StepFun Step 3.7 ROCmFPX Q3 QualityPlus

Step-3.7-Flash-ROCmFPX-Q3-QualityPlus

This is an extremely high quality FPX3 / ROCmFPX Q3 GGUF build of stepfun-ai/Step-3.7-Flash, tuned for AMD Strix Halo local serving with Step MTP.

The goal is simple: keep Step 3.7 Flash useful at 256K context, keep the quality as high as possible, and keep it as small as possible.
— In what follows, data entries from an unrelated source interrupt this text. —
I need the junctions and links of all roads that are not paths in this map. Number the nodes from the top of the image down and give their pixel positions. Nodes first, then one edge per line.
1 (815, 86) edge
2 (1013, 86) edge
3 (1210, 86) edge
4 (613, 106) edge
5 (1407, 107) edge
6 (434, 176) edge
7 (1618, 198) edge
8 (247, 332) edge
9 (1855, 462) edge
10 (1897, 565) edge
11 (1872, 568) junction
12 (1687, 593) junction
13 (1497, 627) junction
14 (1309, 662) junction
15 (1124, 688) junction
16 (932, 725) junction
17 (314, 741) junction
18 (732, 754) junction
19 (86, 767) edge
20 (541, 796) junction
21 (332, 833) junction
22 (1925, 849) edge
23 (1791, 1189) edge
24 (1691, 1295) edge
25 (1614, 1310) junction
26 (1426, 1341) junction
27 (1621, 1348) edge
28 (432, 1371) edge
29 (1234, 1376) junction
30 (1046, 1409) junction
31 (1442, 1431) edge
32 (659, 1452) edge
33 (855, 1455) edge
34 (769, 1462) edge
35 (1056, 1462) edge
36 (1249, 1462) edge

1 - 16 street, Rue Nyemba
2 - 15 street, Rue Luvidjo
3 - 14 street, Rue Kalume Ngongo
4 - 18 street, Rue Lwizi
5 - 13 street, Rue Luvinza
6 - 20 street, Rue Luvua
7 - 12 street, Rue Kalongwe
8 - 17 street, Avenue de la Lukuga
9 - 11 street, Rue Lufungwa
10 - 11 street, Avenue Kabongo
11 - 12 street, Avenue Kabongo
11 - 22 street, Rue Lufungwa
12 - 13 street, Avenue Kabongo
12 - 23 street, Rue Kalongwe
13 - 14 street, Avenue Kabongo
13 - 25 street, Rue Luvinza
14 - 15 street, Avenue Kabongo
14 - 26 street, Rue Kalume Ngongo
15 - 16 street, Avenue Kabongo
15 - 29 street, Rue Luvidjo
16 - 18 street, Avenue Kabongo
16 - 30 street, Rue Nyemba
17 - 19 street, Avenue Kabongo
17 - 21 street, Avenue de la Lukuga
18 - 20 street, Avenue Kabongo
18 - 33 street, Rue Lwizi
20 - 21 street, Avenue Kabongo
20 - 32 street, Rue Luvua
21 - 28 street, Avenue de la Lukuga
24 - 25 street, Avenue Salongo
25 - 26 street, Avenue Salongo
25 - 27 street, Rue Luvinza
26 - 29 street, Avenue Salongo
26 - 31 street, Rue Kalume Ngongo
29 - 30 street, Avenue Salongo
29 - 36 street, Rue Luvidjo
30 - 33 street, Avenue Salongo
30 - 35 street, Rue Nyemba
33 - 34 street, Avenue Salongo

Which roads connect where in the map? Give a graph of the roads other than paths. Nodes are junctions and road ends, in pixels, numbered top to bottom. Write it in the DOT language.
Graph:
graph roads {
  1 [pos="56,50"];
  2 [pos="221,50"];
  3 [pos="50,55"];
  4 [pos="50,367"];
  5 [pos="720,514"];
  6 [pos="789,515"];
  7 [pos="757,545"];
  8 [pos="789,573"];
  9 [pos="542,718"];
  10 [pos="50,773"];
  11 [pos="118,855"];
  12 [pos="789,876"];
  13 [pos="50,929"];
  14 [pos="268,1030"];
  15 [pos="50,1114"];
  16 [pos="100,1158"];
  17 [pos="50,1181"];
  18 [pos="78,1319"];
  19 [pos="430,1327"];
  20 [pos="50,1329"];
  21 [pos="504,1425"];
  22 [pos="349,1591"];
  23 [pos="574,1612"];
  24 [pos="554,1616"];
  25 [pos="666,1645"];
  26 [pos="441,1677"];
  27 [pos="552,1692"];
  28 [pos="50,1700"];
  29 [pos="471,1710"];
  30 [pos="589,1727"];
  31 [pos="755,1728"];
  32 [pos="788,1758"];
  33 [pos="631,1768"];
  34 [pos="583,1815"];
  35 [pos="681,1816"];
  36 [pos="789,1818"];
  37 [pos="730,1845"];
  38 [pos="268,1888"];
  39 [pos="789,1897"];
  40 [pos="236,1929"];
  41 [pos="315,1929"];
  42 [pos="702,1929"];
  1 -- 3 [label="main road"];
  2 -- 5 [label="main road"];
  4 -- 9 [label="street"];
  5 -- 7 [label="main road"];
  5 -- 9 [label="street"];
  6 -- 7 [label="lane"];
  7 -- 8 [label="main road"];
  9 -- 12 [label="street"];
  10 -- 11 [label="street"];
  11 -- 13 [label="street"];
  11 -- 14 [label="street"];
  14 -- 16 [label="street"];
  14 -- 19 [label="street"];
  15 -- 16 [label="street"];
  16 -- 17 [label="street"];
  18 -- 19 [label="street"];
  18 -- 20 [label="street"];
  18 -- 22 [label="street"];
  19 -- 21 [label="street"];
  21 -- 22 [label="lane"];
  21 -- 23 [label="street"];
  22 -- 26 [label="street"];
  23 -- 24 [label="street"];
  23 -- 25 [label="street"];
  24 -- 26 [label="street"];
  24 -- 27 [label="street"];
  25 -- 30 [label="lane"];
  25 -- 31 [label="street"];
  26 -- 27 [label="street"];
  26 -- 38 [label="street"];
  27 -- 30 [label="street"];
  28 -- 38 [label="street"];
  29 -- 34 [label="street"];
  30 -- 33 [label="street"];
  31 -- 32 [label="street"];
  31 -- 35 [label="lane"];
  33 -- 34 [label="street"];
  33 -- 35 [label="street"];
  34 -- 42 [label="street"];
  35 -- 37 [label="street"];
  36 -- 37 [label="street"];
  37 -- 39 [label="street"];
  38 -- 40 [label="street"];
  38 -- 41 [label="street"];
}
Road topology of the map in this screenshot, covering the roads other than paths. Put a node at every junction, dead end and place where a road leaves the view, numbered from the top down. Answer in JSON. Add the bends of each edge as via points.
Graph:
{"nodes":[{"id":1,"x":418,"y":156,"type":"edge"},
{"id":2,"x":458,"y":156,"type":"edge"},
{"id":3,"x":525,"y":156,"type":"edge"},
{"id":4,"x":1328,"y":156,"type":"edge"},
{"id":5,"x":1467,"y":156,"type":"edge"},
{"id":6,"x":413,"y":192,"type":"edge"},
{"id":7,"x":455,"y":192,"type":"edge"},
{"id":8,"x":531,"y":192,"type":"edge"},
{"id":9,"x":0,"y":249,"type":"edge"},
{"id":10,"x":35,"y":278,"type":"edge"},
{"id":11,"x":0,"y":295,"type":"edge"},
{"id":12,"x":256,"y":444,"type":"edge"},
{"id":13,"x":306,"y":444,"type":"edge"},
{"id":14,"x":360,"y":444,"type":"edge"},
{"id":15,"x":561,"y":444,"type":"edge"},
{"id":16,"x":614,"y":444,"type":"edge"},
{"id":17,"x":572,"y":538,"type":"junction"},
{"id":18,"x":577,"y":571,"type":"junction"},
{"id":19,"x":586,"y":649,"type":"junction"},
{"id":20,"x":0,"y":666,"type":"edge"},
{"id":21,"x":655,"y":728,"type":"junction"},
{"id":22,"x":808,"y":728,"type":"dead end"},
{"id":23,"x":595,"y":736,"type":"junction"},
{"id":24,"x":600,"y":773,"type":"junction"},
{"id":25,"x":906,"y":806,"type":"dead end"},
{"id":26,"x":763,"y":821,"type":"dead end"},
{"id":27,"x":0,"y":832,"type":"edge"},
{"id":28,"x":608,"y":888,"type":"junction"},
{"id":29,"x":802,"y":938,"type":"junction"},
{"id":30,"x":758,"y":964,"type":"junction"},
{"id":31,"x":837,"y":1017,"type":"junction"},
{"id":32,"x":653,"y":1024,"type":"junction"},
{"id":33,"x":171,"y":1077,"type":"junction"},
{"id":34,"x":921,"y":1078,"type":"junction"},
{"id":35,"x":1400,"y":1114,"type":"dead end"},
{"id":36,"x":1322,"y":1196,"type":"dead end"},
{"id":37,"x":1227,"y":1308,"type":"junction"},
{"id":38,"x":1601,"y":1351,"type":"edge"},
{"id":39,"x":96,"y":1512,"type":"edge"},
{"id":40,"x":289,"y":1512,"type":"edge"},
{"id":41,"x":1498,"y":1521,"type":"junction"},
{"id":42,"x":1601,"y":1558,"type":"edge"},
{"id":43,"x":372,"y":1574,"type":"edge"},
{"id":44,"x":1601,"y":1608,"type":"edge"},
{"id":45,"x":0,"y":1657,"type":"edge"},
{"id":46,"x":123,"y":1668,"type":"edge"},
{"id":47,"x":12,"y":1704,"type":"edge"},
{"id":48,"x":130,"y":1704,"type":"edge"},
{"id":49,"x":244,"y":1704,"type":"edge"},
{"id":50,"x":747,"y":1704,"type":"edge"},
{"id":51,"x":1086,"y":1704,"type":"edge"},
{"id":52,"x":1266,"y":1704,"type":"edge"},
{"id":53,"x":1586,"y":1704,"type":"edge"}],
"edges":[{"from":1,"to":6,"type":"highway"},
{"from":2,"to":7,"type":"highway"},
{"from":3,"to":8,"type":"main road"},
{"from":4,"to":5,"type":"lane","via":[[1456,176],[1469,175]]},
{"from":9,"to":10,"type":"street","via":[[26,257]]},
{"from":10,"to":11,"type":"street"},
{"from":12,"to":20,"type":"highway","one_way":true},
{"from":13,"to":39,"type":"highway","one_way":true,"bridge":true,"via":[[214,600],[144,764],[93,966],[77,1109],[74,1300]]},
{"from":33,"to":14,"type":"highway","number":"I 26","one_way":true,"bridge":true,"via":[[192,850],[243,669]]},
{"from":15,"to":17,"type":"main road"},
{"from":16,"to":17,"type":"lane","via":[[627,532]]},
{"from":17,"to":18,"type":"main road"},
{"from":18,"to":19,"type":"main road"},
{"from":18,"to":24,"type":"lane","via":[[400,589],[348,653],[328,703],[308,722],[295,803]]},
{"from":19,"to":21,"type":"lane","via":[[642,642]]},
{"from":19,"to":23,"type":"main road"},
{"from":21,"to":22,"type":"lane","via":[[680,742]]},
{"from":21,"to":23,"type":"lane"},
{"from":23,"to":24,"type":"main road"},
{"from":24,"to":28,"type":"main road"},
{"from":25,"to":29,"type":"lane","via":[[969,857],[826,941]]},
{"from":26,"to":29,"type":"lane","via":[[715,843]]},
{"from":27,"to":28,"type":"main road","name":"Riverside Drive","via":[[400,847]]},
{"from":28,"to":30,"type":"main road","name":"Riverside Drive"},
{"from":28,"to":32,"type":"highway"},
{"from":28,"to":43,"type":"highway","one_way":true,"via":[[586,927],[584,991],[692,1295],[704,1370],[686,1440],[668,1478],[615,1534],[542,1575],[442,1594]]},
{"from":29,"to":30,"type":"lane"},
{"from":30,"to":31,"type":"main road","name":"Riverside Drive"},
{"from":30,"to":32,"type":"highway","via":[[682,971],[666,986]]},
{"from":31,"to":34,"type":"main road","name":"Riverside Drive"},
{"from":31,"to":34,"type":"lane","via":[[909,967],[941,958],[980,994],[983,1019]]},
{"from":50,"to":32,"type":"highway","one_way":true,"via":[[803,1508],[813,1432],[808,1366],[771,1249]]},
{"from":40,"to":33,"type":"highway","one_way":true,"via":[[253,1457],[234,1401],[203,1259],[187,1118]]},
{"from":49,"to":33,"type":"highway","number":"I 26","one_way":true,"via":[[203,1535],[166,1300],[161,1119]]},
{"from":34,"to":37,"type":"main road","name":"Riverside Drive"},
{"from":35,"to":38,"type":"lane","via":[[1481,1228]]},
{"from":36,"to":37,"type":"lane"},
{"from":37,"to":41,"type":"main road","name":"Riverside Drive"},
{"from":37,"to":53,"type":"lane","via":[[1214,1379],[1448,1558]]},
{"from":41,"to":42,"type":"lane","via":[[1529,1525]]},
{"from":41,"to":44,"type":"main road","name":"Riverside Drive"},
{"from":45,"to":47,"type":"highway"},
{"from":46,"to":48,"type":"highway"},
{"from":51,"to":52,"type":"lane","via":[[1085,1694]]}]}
This release is a true tight Q3-weight build: 3.57 BPW, 81.77 GiB of language-model shards, and strong agent/tool behavior in local evals.

Use this if you want the Step 3.7 behavior profile, MTP support, and a much smaller local footprint than the stock GGUF Q3_K_L or ROCmFP4 STRIX_LEAN builds.

Required runtime: these GGUFs do not run on stock upstream llama.cpp. They use ROCmFPX tensor types such as q3_0_rocmfpx plus Chadrock/ROCmFPX serving support for Step MTP. Build the pinned Ciru ROCmFPX runner below before trying to load the model.

Why This One

Step 3.7 is huge. The practical local problem is not only speed; it is fitting enough context, KV, and agent workload into memory.

This FPX3/Q3 QualityPlus recipe was built for that constraint:

  • 3.57 BPW effective language-model size
  • 81.77 GiB total language GGUF shards
  • 16.31% smaller than the local ROCmFP4 STRIX_LEAN build
  • 14.35% smaller than StepFun's original Q3_K_L GGUF split
  • up to 256K one-slot serving profile with q8_0 target KV and q8_0 draft KV
  • Step MTP Q8 draft support through draft-mtp
  • downloadable fixed Step tool/chat template using native tool_response observations and protocol-boundary escaping

In practice, the original StepFun Q3_K_L local split was not a compact 3-bit-feeling model: it measured about 95.46 GiB, or roughly 4.17 BPW by effective size. This QualityPlus build is the one I would publish/use as the FPX3 lane.

Size Comparison

Measured from local GGUF shards:

Build Effective BPW Shard total Difference vs this release
ROCmFPX Q3 QualityPlus 3.57 BPW 81.77 GiB baseline
StepFun original Q3_K_L ~4.17 BPW 95.46 GiB +13.70 GiB larger
ROCmFP4 STRIX_LEAN ~4.27 BPW 97.70 GiB +15.93 GiB larger

That size gap matters because Step 3.7 needs memory for long context, q8 KV, and MTP draft state. On the tested Strix Halo host, the Q3 QualityPlus 64K MTP profile used about 96.3 GiB peak pooled GPU memory during long tool/Hermes runs, leaving enough RAM headroom to run the evals cleanly.

Quality Highlights

This is not a throwaway low-bit build. The recipe protects the tensors that were most important for behavior while pushing the giant expert FFN tensors into q3_0_rocmfpx.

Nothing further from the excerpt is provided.